Short Student Talks

11/6/18

Speaker 1: Nialah Wilson, Cornell University

Title: Design, Coordination, and Validation of Controllers for Decision Making and Planning in Large-Scale Distributed Systems

Abstract: A good swarm will be comprised of cheap, simple robots and run on efficient algorithms, making it scalable with regards to both cost, computation, and maintenance. Previous work has been done to control large-scale distributed systems with centralized or decentralized control, but none examine what happens when modules are allowed to decide when to switch between control schemes, or explore the optimality and guarantees that can still be made in a hybrid control system. I propose using two robotic platforms, a flexible modular robot, and a team of micro blimps, to study decision making and task-oriented behaviors in large-scale distributed systems by creating new hybrid control algorithms for an extended subsumption architecture.

Speaker 2: Wil Thomason, Cornell University

Title: A Flexible Sampling-Based Approach to Integrated Task and Motion Planning

Abstract: Integrated Task and Motion Planning (TAMP) seeks to combine tools from symbolic (task) planning and geometric (motion) planning to efficiently solve geometrically constrained long-horizon planning problems. In this talk, I will present some of my work in progress on a new approach to solving the TAMP problem based on a real-valued “unsatisfaction” semantics for interpreting symbolic formulae. This semantics permits us to directly sample in regions where the preconditions for symbolic actions are satisfied. In conjunction with arbitrary task-level heuristics, this enables us to use off-the-shelf sampling based motion planning to efficiently solve TAMP problems.

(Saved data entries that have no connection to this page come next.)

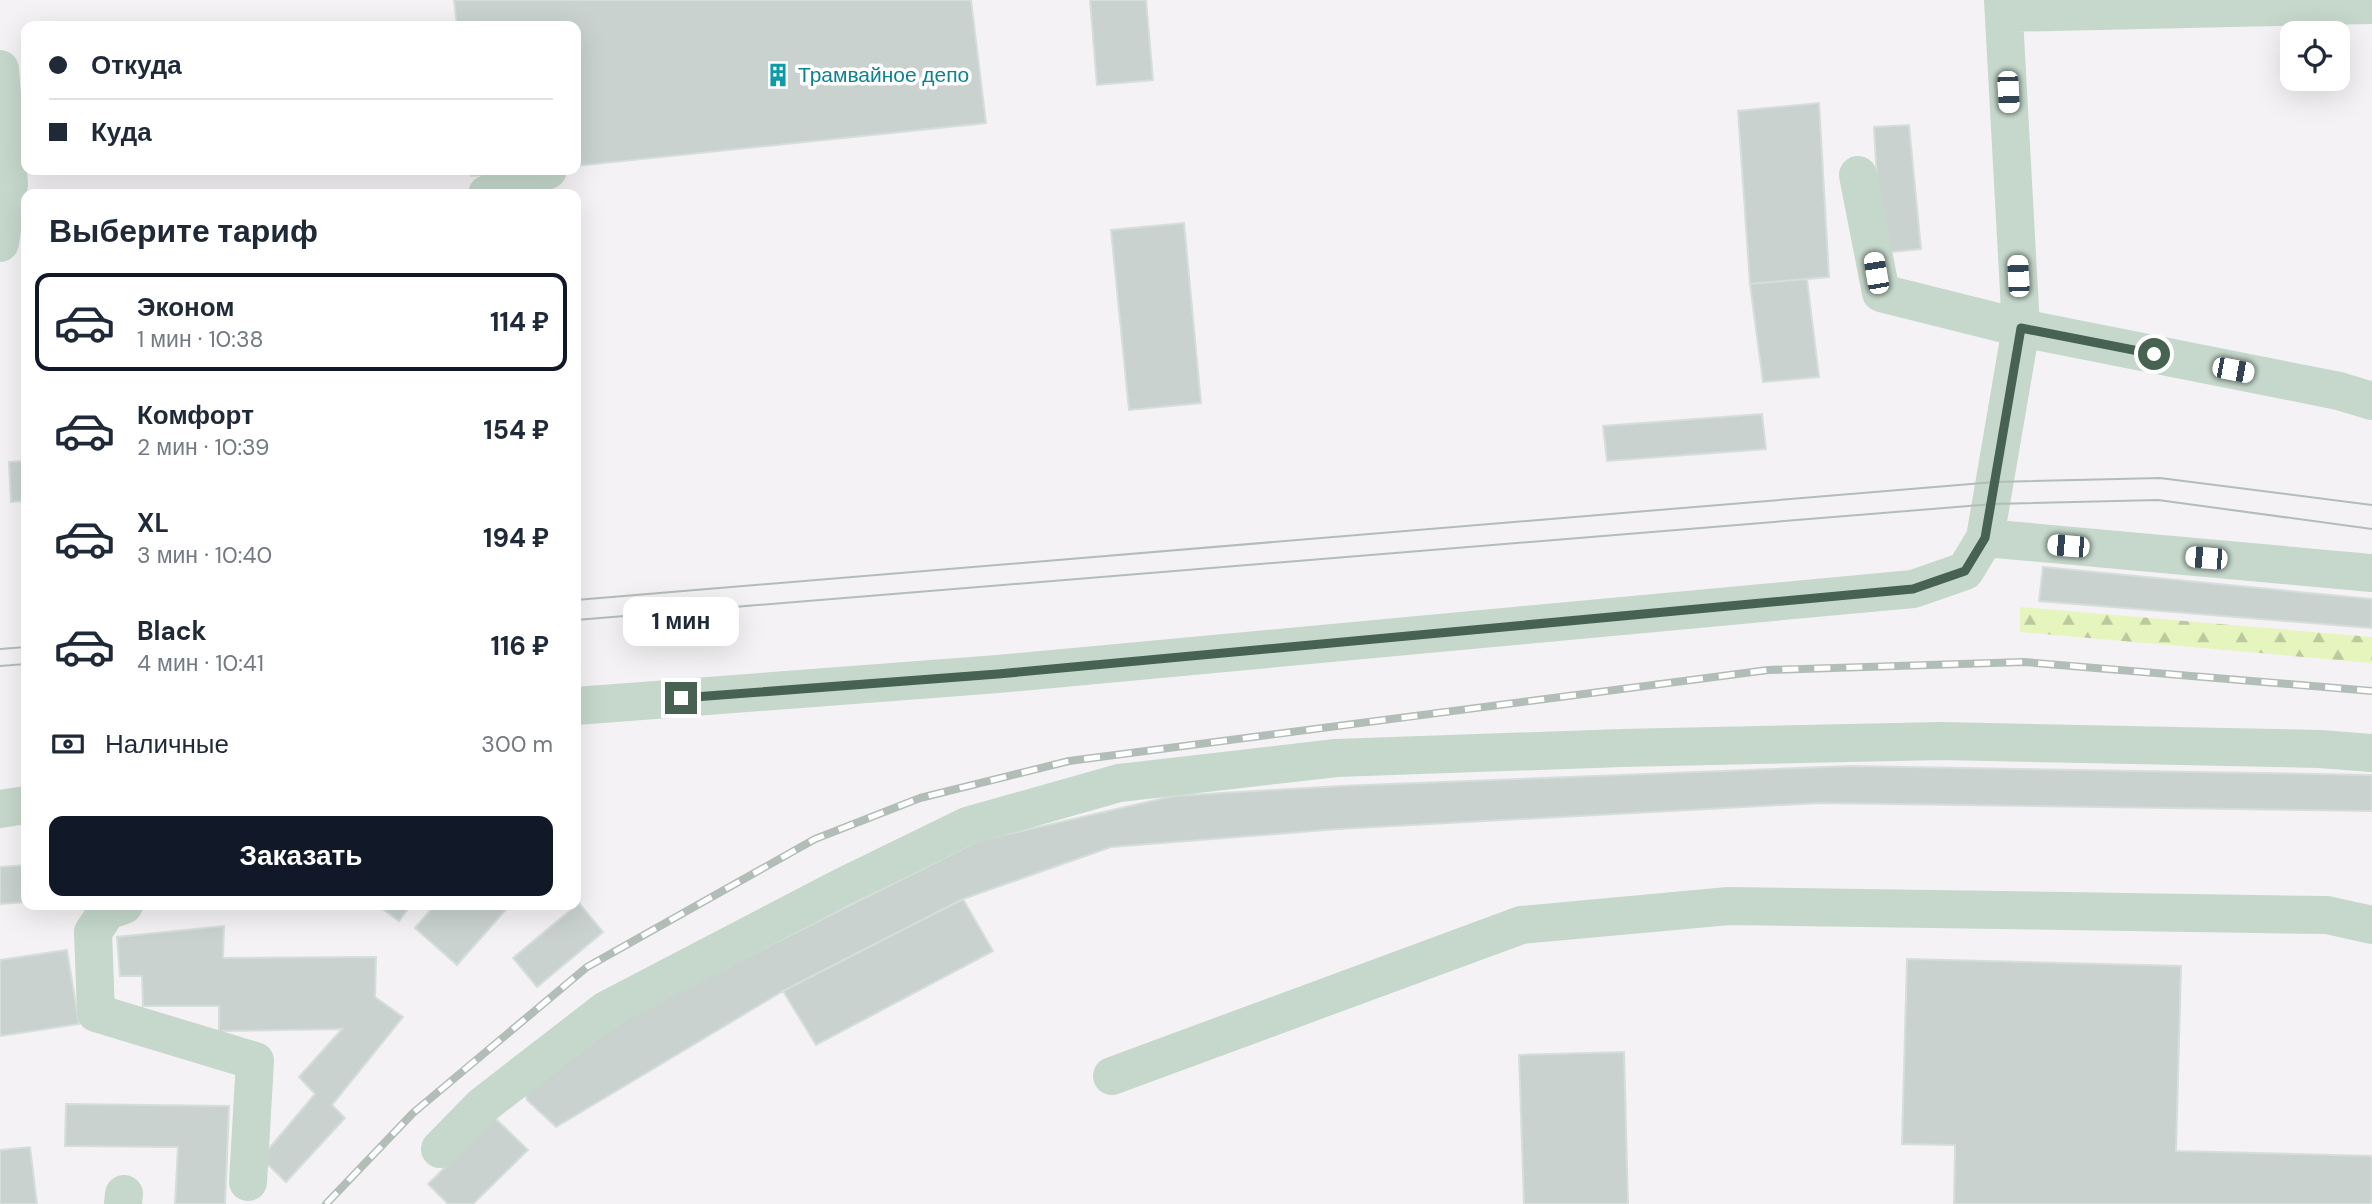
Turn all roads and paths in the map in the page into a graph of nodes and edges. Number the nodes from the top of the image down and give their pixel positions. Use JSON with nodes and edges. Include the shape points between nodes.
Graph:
{"nodes":[{"id":1,"x":2372,"y":5,"type":"edge"},
{"id":2,"x":2003,"y":7,"type":"edge"},
{"id":3,"x":0,"y":69,"type":"edge"},
{"id":4,"x":535,"y":175,"type":"edge"},
{"id":5,"x":1858,"y":175,"type":"dead end"},
{"id":6,"x":500,"y":189,"type":"edge"},
{"id":7,"x":0,"y":243,"type":"edge"},
{"id":8,"x":2021,"y":328,"type":"junction"},
{"id":9,"x":2372,"y":401,"type":"edge"},
{"id":10,"x":1985,"y":538,"type":"junction"},
{"id":11,"x":2372,"y":573,"type":"edge"},
{"id":12,"x":581,"y":706,"type":"edge"},
{"id":13,"x":2372,"y":752,"type":"edge"},
{"id":14,"x":21,"y":806,"type":"edge"},
{"id":15,"x":0,"y":808,"type":"edge"},
{"id":16,"x":110,"y":910,"type":"edge"},
{"id":17,"x":2372,"y":925,"type":"edge"},
{"id":18,"x":1112,"y":1076,"type":"dead end"},
{"id":19,"x":440,"y":1149,"type":"dead end"},
{"id":20,"x":248,"y":1182,"type":"dead end"}],
"edges":[{"from":1,"to":2,"type":"lane"},
{"from":2,"to":8,"type":"lane"},
{"from":3,"to":7,"type":"lane","via":[[9,184]]},
{"from":4,"to":6,"type":"lane"},
{"from":5,"to":8,"type":"lane","via":[[1881,293]]},
{"from":8,"to":9,"type":"lane"},
{"from":8,"to":10,"type":"lane"},
{"from":10,"to":11,"type":"lane"},
{"from":10,"to":12,"type":"lane","via":[[1965,571],[1913,589],[1012,673]]},
{"from":13,"to":19,"type":"lane","via":[[1942,741],[1622,748],[1336,758],[1119,783],[967,827],[606,1010],[482,1106]]},
{"from":14,"to":15,"type":"lane"},
{"from":16,"to":20,"type":"lane","via":[[93,932],[96,1013],[255,1060]]},
{"from":17,"to":18,"type":"lane","via":[[2328,915],[1729,906],[1521,925]]}]}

Speaker 3: Ji Chen, Cornell University

Title: Verifiable Control of Robotic Swarms from High-level Specifications

Abstract: Designing controllers automatically for robotic swarm systems to guarantee safety, correctness, scalability and flexibility in achieving high-level tasks remains a challenging problem. In this talk, I will present a control scheme that takes in specifications for high-level tasks and outputs continuous controllers which result in the desired collective behaviors. In particular, I will discuss the properties that swarm must have in the continuous level to ensure the correctness of mapping from symbolic plans to real-world execution. In addition, I will also compare the centralized and decentralized approaches in terms of time efficiency, failure resilience, and computation complexity.